During a Senate finance committee hearing for NEDA’s P11.17-billion budget for 2021, Sen. Juan Edgardo “Sonny” Angara said it is imperative that the government comes up with a unified economic classification mechanism so it can correctly target the poor families in the country that are supposed to be rightful beneficiaries of the government’s cash assistance program.
Angara pointed out the Department of Social Welfare and Development (DSWD) is projecting that the poor households in the country could increase to 20 million next year.
“We want to know how to target our policies better,” Angara told
National Statistician Claire Dennis Mapa explained that there are officially three million poor families in the Philippines, equivalent to 17.67 million individuals. An individual who earns below P25,000 for the whole year is considered poor but a family earning below P126,000 per year is also poor.

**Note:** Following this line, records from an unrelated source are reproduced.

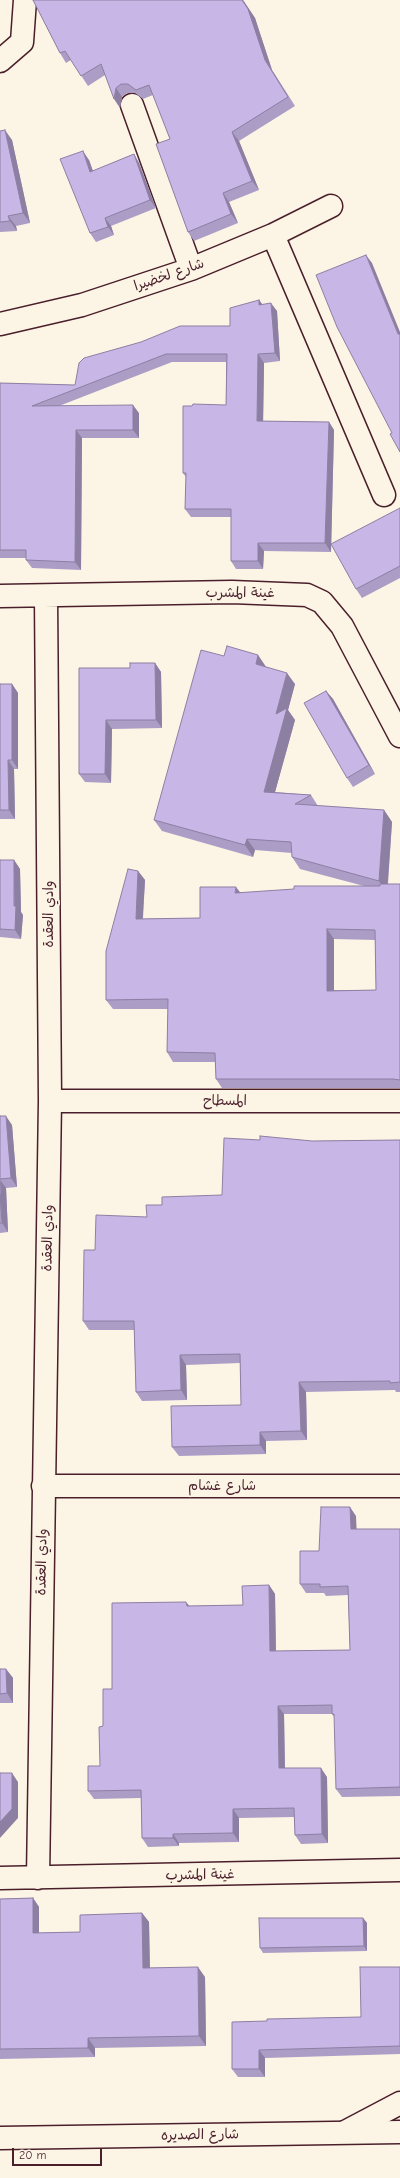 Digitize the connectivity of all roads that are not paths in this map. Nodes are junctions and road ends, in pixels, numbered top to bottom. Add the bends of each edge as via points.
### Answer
1 (25, 0) edge
2 (0, 61) edge
3 (132, 105) dead end
4 (331, 206) dead end
5 (273, 234) junction
6 (191, 269) junction
7 (0, 324) edge
8 (384, 495) dead end
9 (0, 596) edge
10 (46, 597) junction
11 (400, 736) edge
12 (50, 1101) junction
13 (400, 1101) edge
14 (43, 1486) junction
15 (400, 1486) edge
16 (400, 1870) edge
17 (0, 1878) edge
18 (38, 1878) junction
19 (400, 2103) edge
20 (345, 2132) junction
21 (400, 2132) edge
22 (0, 2138) edge

1 - 2 street via 22,42
3 - 6 street
4 - 5 street, شارع لخضيرا
5 - 6 street, شارع لخضيرا
5 - 8 street
6 - 7 street, شارع لخضيرا via 82,305
9 - 10 street, غينة المشرب
10 - 11 street, غينة المشرب via 232,592 307,595 322,602 342,626
10 - 12 street, وادي العقدة
12 - 13 street, المسطاح
12 - 14 street, وادي العقدة
14 - 15 street, شارع غشام
14 - 18 street, وادي العقدة
16 - 18 street, غينة المشرب
17 - 18 street, غينة المشرب
19 - 20 street
20 - 21 street, شارع الصديره
20 - 22 street, شارع الصديره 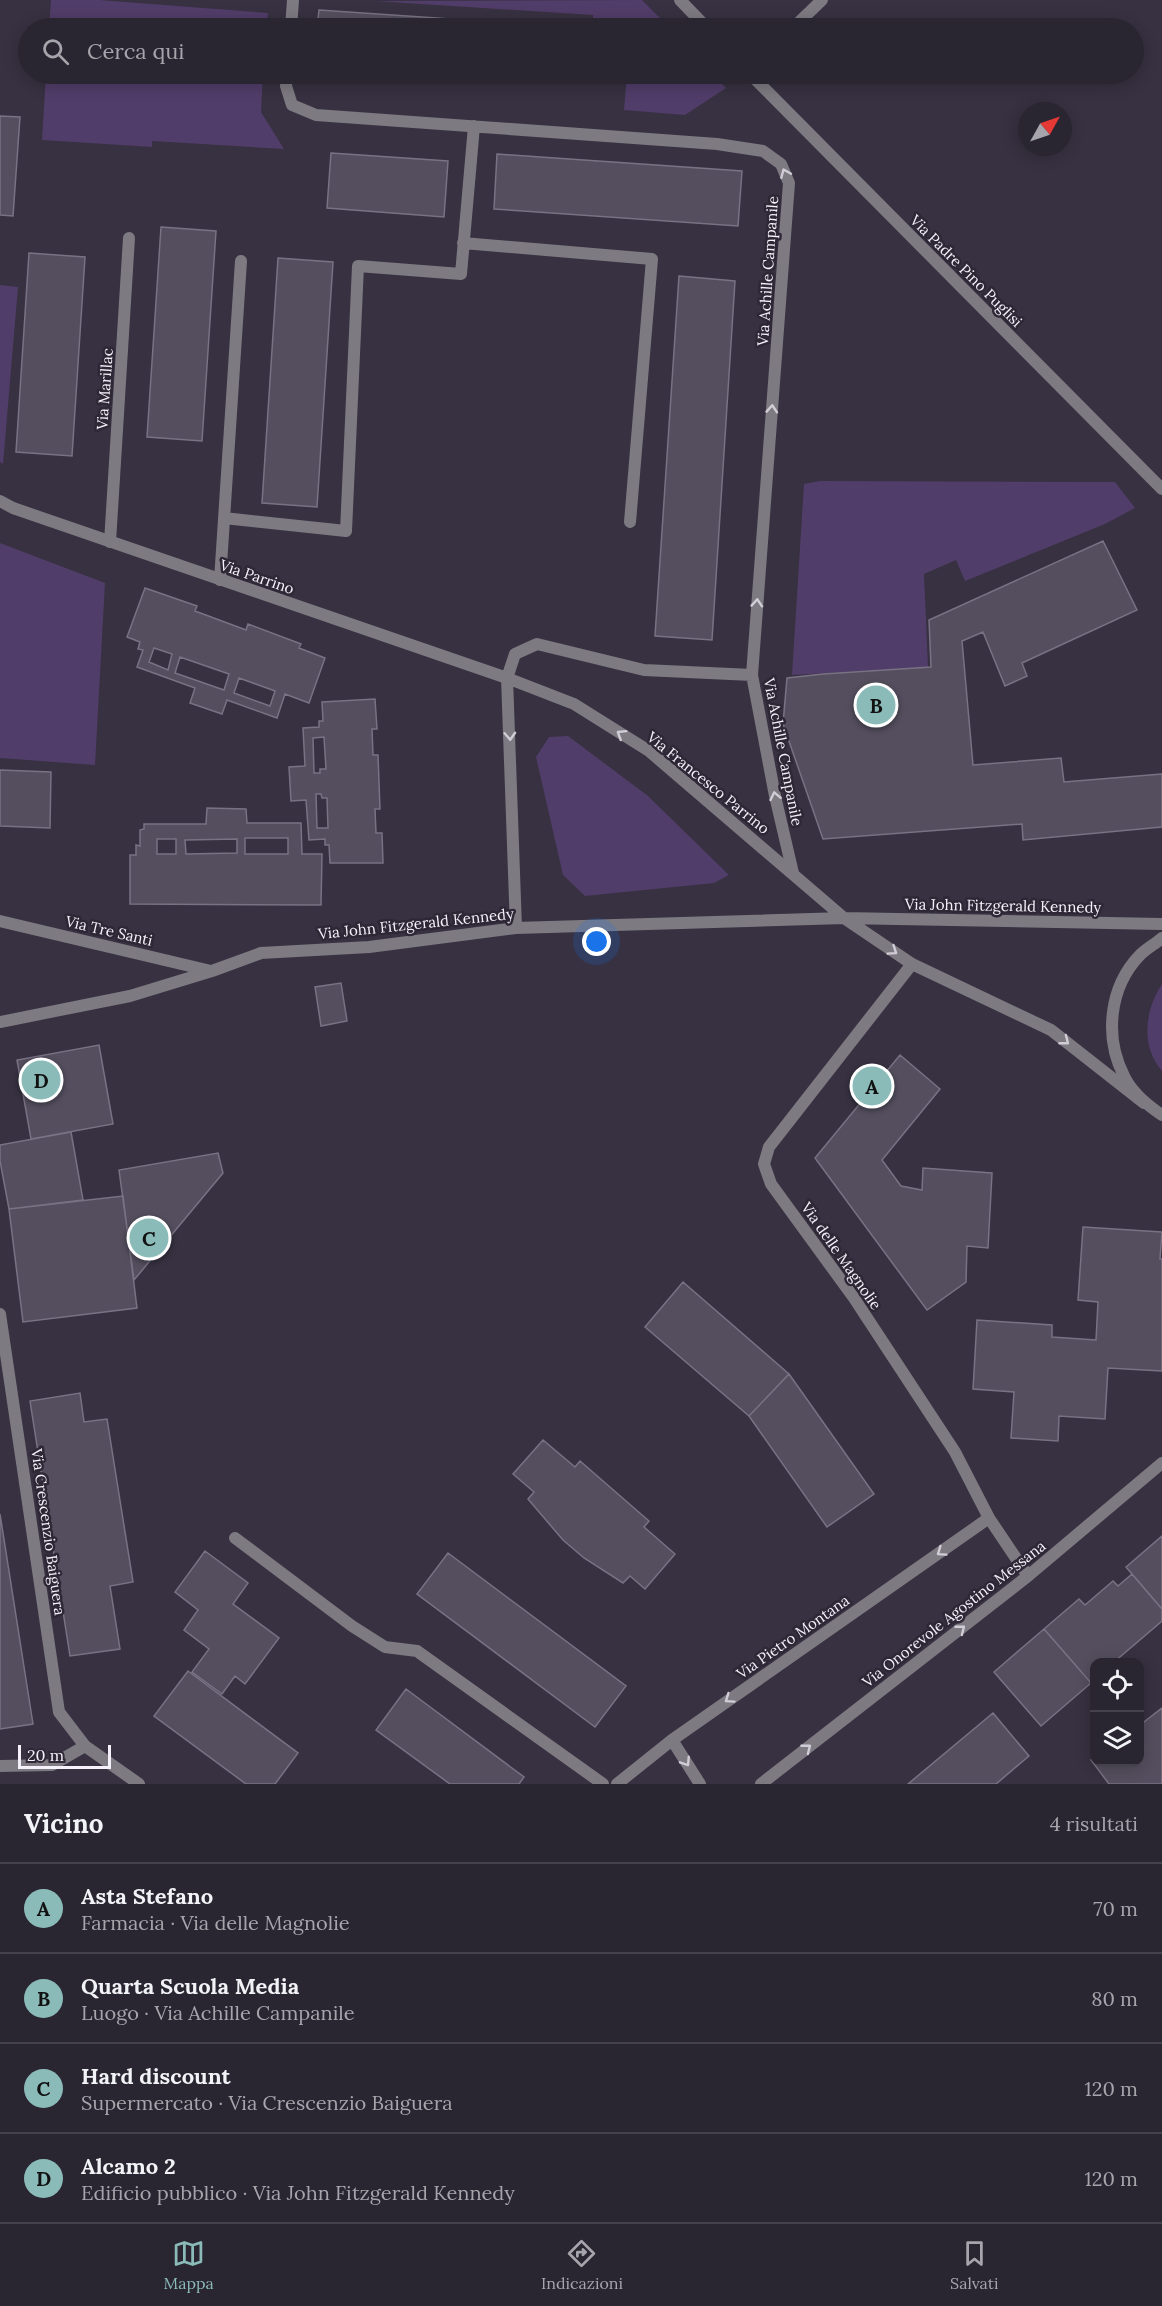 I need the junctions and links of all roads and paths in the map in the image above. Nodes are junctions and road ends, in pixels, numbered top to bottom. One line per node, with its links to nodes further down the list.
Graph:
1 (293, 0): 4 (street)
2 (680, 0): 5 (street)
3 (822, 0): 6 (street)
4 (292, 18)
5 (697, 18)
6 (803, 18)
7 (286, 84): 9 (street, Via Achille Campanile)
8 (760, 84): 13 (street, Via Padre Pino Puglisi)
9 (474, 126): 11 (street); 19 (street, Via Achille Campanile, one-way to 9)
10 (129, 238): 17 (street, Via Marillac)
11 (464, 243): 15 (street); 16 (street)
12 (241, 261): 15 (street)
13 (1162, 489)
14 (0, 501): 17 (street, Via Parrino)
15 (224, 518): 18 (street)
16 (630, 522)
17 (110, 542): 18 (street, Via Parrino)
18 (220, 580): 20 (street, Via Parrino)
19 (752, 675): 20 (street); 21 (street, Via Achille Campanile, one-way to 19)
20 (507, 678): 21 (street, Via Francesco Parrino, one-way to 20); 25 (street, one-way to 25)
21 (793, 873): 22 (street, Via Francesco Parrino)
22 (844, 918): 24 (street, Via John Fitzgerald Kennedy); 25 (street, Via John Fitzgerald Kennedy); 27 (street, one-way to 27)
23 (0, 921): 28 (street, Via Tre Santi)
24 (1162, 924)
25 (516, 928): 28 (street, Via John Fitzgerald Kennedy)
26 (1162, 938): 30 (street)
27 (912, 964): 30 (street, one-way to 30); 34 (street, Via delle Magnolie)
28 (212, 971): 29 (street, Via John Fitzgerald Kennedy)
29 (0, 1022)
30 (1144, 1103): 31 (street)
31 (1162, 1115)
32 (0, 1314): 38 (street, Via Crescenzio Baiguera)
33 (1162, 1463): 36 (street, Via Onorevole Agostino Messana)
34 (989, 1518): 36 (street, Via delle Magnolie); 37 (street, Via Pietro Montana, one-way to 37)
35 (235, 1538): 41 (street)
36 (1028, 1576): 44 (street, Via Onorevole Agostino Messana, one-way to 36)
37 (672, 1740): 42 (street, Via Pietro Montana); 43 (street, one-way to 43)
38 (85, 1746): 39 (street); 40 (street)
39 (0, 1766)
40 (139, 1784)
41 (603, 1784)
42 (617, 1784)
43 (700, 1784)
44 (760, 1784) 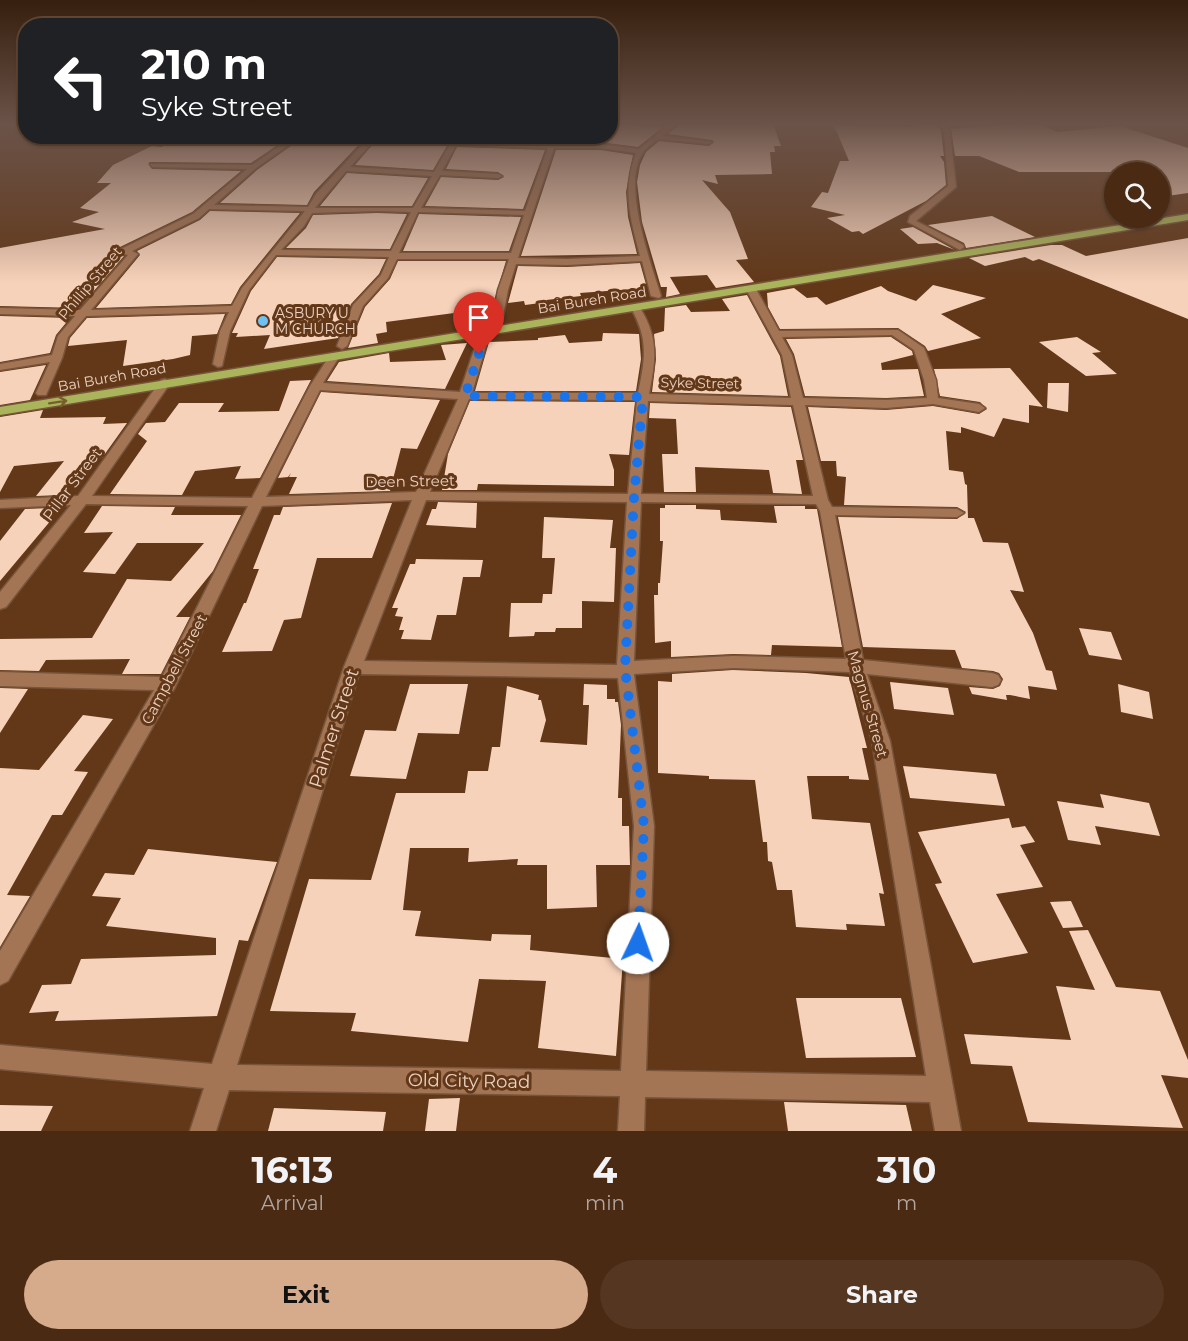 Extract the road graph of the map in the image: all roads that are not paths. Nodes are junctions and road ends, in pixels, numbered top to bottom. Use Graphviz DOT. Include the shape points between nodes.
graph roads {
  1 [pos="243,177"];
  2 [pos="338,177"];
  3 [pos="435,177"];
  4 [pos="541,177"];
  5 [pos="632,177"];
  6 [pos="951,177"];
  7 [pos="208,207"];
  8 [pos="310,210"];
  9 [pos="416,210"];
  10 [pos="1188,211"];
  11 [pos="529,213"];
  12 [pos="1170,214"];
  13 [pos="1188,217"];
  14 [pos="1104,225"];
  15 [pos="960,247"];
  16 [pos="274,252"];
  17 [pos="394,255"];
  18 [pos="514,258"];
  19 [pos="644,258"];
  20 [pos="751,289"];
  21 [pos="656,296"];
  22 [pos="636,308"];
  23 [pos="236,309"];
  24 [pos="0,311"];
  25 [pos="84,312"];
  26 [pos="491,327"];
  27 [pos="778,334"];
  28 [pos="338,352"];
  29 [pos="57,358"];
  30 [pos="218,364"];
  31 [pos="0,366"];
  32 [pos="165,382"];
  33 [pos="316,386"];
  34 [pos="42,393"];
  35 [pos="465,396"];
  36 [pos="643,397"];
  37 [pos="0,399"];
  38 [pos="796,400"];
  39 [pos="933,401"];
  40 [pos="979,408"];
  41 [pos="0,411"];
  42 [pos="421,496"];
  43 [pos="634,497"];
  44 [pos="82,501"];
  45 [pos="257,502"];
  46 [pos="0,504"];
  47 [pos="824,506"];
  48 [pos="957,513"];
  49 [pos="0,603"];
  50 [pos="856,666"];
  51 [pos="353,667"];
  52 [pos="625,670"];
  53 [pos="0,679"];
  54 [pos="992,680"];
  55 [pos="168,684"];
  56 [pos="0,973"];
  57 [pos="0,1057"];
  58 [pos="220,1077"];
  59 [pos="631,1084"];
  60 [pos="939,1089"];
  61 [pos="203,1131"];
  62 [pos="631,1131"];
  63 [pos="948,1131"];
  1 -- 7 [label="street"];
  2 -- 8 [label="street"];
  3 -- 9 [label="street, Campbell Street"];
  4 -- 11 [label="street, Palmer Street"];
  5 -- 19 [label="street" via="633,215"];
  6 -- 15 [label="street" via="952,187 912,222"];
  7 -- 8 [label="street"];
  7 -- 25 [label="street, Phillip Street" via="124,251 135,254"];
  8 -- 9 [label="street"];
  8 -- 16 [label="street"];
  9 -- 11 [label="street"];
  9 -- 17 [label="street, Campbell Street"];
  10 -- 12 [label="highway"];
  11 -- 18 [label="street, Palmer Street"];
  13 -- 20 [label="highway, Bai Bureh Road"];
  14 -- 15 [label="highway, Bai Bureh Road"];
  15 -- 21 [label="highway, Bai Bureh Road"];
  16 -- 17 [label="street"];
  16 -- 23 [label="street" via="245,290"];
  17 -- 18 [label="street"];
  17 -- 28 [label="street, Campbell Street" via="385,276 358,305"];
  18 -- 19 [label="street" via="567,262"];
  18 -- 26 [label="street, Palmer Street"];
  19 -- 21 [label="street"];
  20 -- 22 [label="highway, Bai Bureh Road"];
  20 -- 27 [label="street, Magnus Street"];
  21 -- 26 [label="highway, Bai Bureh Road"];
  22 -- 26 [label="highway, Bai Bureh Road"];
  22 -- 36 [label="street" via="647,328 651,358"];
  23 -- 25 [label="street"];
  23 -- 30 [label="street" via="225,331"];
  24 -- 25 [label="street"];
  25 -- 29 [label="street, Phillip Street" via="63,336"];
  26 -- 28 [label="highway, Bai Bureh Road"];
  26 -- 35 [label="street, Palmer Street"];
  27 -- 38 [label="street, Magnus Street" via="787,355"];
  27 -- 39 [label="street" via="894,332 919,348"];
  28 -- 30 [label="highway, Bai Bureh Road"];
  28 -- 32 [label="highway, Bai Bureh Road"];
  28 -- 33 [label="street, Campbell Street"];
  29 -- 31 [label="street"];
  29 -- 34 [label="street, Phillip Street"];
  30 -- 34 [label="highway, Bai Bureh Road"];
  41 -- 32 [label="highway, Bai Bureh Road, one-way"];
  32 -- 44 [label="street, Pillar Street"];
  33 -- 35 [label="street, Syke Street"];
  33 -- 45 [label="street, Campbell Street"];
  34 -- 37 [label="highway, Bai Bureh Road"];
  35 -- 36 [label="street, Syke Street"];
  35 -- 42 [label="street, Palmer Street"];
  36 -- 38 [label="street, Syke Street"];
  36 -- 43 [label="street"];
  38 -- 39 [label="street, Syke Street" via="886,404"];
  38 -- 47 [label="street, Magnus Street"];
  39 -- 40 [label="street, Syke Street"];
  42 -- 43 [label="street, Deen Street"];
  42 -- 45 [label="street, Deen Street"];
  42 -- 51 [label="street, Palmer Street"];
  43 -- 47 [label="street, Deen Street"];
  43 -- 52 [label="street"];
  44 -- 45 [label="street, Deen Street"];
  44 -- 46 [label="street, Deen Street"];
  44 -- 49 [label="street, Pillar Street"];
  45 -- 55 [label="street, Campbell Street"];
  47 -- 48 [label="street, Deen Street"];
  47 -- 50 [label="street, Magnus Street"];
  50 -- 52 [label="street" via="733,662"];
  50 -- 54 [label="street"];
  50 -- 60 [label="street, Magnus Street" via="881,741"];
  51 -- 52 [label="street"];
  51 -- 58 [label="street, Palmer Street"];
  52 -- 59 [label="street" via="644,826"];
  53 -- 55 [label="street"];
  55 -- 56 [label="street, Campbell Street"];
  57 -- 58 [label="street, Old City Road"];
  58 -- 59 [label="street, Old City Road"];
  58 -- 61 [label="street, Palmer Street"];
  59 -- 60 [label="street, Old City Road"];
  59 -- 62 [label="street"];
  60 -- 63 [label="street, Magnus Street"];
}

In 2018, the Philippine Institute for Development Studies (PIDS) an attached agency of NEDA, classified family income by “low income but not poor,” “lower middle income,” “middle, middle income,” upper middle income,” “upper income but not rich,” and “rich.”
When Angara asked what the government’s definition of middle class is, Mapa said the Philippine Statistics Authority (PSA) unfortunately, “do not have such definition” and only recognizes “poor” and “non-poor.”
“But that’s a whole deep sea. That’s like saying we’ll survey the whole Pacific Ocean if you say there’s only poor and non-poor,” Angara argued.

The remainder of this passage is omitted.